Due to China’s classification under the UPU, the U.S. is forced to subsidize shipping costs for Chinese imports – including counterfeit products – to the tune of approximately $300 million annually. As such, it oftentimes costs Chinese manufacturers and counterfeiters less to manufacture and ship products to the U.S. than it does for American companies to ship products within the U.S. This has become an increasingly troubling matter for American businesses over the past few years as consumer shopping has largely moved from brick and mortar stores to e-commerce platforms such as Amazon. Specifically, Chinese counterfeiters are able to severely undercut the price of authentic goods on Amazon (and eBay, etc.); making the counterfeit a significantly more appealing option to the unaware consumer.

This concern was echoed by President Trump’s trade advisor, Peter Navarro, who stated in a recent op-ed that this pricing “inequity puts American small businesses and manufacturers at a severe competitive disadvantage.” Navarro went on to detail how U.S. businesses and manufacturers pay between $19 and $23 to ship a 4.4lb package while China post only pays $5. It does not take an economist to see how such a disproportion is harming U.S. businesses.
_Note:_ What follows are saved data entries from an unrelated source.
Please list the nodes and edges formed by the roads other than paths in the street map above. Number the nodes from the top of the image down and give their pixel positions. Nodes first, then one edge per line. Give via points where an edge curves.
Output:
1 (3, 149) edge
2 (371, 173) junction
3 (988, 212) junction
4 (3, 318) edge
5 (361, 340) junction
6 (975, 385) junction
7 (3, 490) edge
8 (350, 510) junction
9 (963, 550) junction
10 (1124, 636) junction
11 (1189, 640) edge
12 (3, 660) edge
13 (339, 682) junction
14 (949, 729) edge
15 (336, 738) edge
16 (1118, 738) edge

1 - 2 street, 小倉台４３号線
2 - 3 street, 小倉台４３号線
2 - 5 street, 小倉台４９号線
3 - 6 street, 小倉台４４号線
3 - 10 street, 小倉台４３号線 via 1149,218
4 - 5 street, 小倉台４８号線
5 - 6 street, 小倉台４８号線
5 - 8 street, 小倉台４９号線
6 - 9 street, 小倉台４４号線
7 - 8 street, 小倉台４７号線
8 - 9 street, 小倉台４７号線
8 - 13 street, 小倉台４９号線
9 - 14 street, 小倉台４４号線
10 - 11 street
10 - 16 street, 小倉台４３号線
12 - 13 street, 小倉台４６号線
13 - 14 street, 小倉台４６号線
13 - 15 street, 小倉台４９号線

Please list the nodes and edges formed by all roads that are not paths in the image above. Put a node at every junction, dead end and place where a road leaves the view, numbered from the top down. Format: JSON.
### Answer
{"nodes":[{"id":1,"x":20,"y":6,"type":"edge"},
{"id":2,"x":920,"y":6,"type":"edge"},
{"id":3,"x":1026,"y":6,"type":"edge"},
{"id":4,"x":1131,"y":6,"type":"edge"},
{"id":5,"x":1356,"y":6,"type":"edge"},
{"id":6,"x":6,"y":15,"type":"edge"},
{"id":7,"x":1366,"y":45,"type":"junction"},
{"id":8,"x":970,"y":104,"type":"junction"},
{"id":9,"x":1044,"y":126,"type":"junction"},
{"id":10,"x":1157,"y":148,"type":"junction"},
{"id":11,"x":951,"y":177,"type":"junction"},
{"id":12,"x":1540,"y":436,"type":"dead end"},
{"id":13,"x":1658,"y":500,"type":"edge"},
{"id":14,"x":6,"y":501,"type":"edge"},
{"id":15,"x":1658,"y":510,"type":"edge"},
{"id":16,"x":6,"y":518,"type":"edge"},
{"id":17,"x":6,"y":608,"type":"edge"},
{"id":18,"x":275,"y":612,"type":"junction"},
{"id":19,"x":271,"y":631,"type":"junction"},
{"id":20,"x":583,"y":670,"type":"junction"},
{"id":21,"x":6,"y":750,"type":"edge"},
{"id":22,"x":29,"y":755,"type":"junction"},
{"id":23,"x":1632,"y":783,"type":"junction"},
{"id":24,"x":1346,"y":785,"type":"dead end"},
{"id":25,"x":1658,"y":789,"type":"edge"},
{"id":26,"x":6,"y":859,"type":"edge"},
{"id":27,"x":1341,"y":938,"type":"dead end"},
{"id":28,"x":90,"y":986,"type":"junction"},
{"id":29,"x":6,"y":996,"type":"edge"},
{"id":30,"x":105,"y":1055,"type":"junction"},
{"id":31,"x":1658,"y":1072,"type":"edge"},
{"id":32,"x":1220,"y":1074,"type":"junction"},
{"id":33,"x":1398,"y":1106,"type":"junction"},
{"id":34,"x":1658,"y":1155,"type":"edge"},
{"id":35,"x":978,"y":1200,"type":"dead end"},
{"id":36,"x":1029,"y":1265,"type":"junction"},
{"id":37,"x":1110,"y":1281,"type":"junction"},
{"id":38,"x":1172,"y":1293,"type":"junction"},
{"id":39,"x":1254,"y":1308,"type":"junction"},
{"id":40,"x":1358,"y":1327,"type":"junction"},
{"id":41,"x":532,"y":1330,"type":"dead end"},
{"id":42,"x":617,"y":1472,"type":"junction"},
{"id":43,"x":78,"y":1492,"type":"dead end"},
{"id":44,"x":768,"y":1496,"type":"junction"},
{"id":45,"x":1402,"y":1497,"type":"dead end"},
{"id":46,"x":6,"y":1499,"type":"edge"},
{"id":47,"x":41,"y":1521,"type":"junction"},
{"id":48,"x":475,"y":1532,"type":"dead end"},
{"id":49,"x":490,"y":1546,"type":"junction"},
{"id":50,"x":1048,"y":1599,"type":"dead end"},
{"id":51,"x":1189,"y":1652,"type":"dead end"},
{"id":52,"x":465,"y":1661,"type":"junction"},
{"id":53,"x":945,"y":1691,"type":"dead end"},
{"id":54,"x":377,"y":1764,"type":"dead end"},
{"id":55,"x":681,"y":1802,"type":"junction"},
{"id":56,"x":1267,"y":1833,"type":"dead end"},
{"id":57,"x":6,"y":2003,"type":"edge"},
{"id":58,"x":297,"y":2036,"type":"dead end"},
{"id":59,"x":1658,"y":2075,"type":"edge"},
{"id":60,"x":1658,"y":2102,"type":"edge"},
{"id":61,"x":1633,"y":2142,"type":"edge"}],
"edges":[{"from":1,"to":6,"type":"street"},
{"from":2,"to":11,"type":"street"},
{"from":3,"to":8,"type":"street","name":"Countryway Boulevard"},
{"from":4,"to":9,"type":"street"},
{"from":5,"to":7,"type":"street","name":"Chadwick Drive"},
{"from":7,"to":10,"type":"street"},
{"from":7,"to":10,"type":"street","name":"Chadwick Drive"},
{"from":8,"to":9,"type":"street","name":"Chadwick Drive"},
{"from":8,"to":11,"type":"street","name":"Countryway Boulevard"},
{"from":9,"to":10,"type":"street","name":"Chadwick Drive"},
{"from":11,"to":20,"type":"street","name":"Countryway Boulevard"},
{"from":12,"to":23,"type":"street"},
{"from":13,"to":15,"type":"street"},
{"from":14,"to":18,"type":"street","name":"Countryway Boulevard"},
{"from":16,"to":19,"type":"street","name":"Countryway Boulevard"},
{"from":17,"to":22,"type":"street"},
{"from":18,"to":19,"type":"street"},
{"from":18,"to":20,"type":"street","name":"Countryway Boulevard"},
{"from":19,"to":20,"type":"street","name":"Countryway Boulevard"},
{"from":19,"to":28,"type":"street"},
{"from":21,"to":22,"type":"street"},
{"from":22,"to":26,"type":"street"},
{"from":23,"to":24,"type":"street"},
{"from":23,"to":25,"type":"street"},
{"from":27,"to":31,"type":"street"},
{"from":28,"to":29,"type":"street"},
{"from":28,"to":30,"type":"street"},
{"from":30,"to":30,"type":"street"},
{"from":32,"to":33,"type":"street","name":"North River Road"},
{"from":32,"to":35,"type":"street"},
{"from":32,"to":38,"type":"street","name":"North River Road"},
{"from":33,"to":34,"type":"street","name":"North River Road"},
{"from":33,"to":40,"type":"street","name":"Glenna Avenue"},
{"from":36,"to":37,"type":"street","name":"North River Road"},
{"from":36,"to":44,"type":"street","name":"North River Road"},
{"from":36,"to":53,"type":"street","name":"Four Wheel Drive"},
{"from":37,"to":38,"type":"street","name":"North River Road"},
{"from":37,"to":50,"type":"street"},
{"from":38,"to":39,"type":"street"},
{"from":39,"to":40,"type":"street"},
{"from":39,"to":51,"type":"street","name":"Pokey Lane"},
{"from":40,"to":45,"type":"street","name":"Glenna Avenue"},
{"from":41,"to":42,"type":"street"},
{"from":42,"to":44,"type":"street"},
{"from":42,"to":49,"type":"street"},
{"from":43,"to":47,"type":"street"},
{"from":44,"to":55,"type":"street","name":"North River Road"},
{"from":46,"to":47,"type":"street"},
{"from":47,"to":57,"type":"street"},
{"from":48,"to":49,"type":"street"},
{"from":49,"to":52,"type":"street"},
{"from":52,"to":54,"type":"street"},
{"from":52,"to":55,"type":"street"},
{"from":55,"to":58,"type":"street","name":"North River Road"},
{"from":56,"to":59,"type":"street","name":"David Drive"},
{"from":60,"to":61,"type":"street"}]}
As such, and in keeping with his America first policy, President Trump formally moved last week to withdraw from the UPU; an effort that is widely supported by U.S. shipping companies and manufacturers. Withdrawing from the UPU is a yearlong process, and if finalized in 2019, the U.S. will lose access to internationally recognized barcodes that allow parcels to be shipped throughout the UPU member countries. However, because it does take so long to formally withdraw, it gives the Trump administration ample time to renegotiate the rules and rates with the UPU and then rescind its notice of withdrawal. This is the most likely outcome, and one that will benefit U.S. product inventors, owners and distributors considerably.

Until this matter with the UPU is resolved, it is essential for product marketers to monitor third party sales of their products online to ensure counterfeits are not being offered at a lower price (and quality). Federally registering product trademarks and copyrights, as well as utilizing tools such as Amazon’s Brand Registry can help combat these counterfeiters and more effectively remove unauthorized product listings.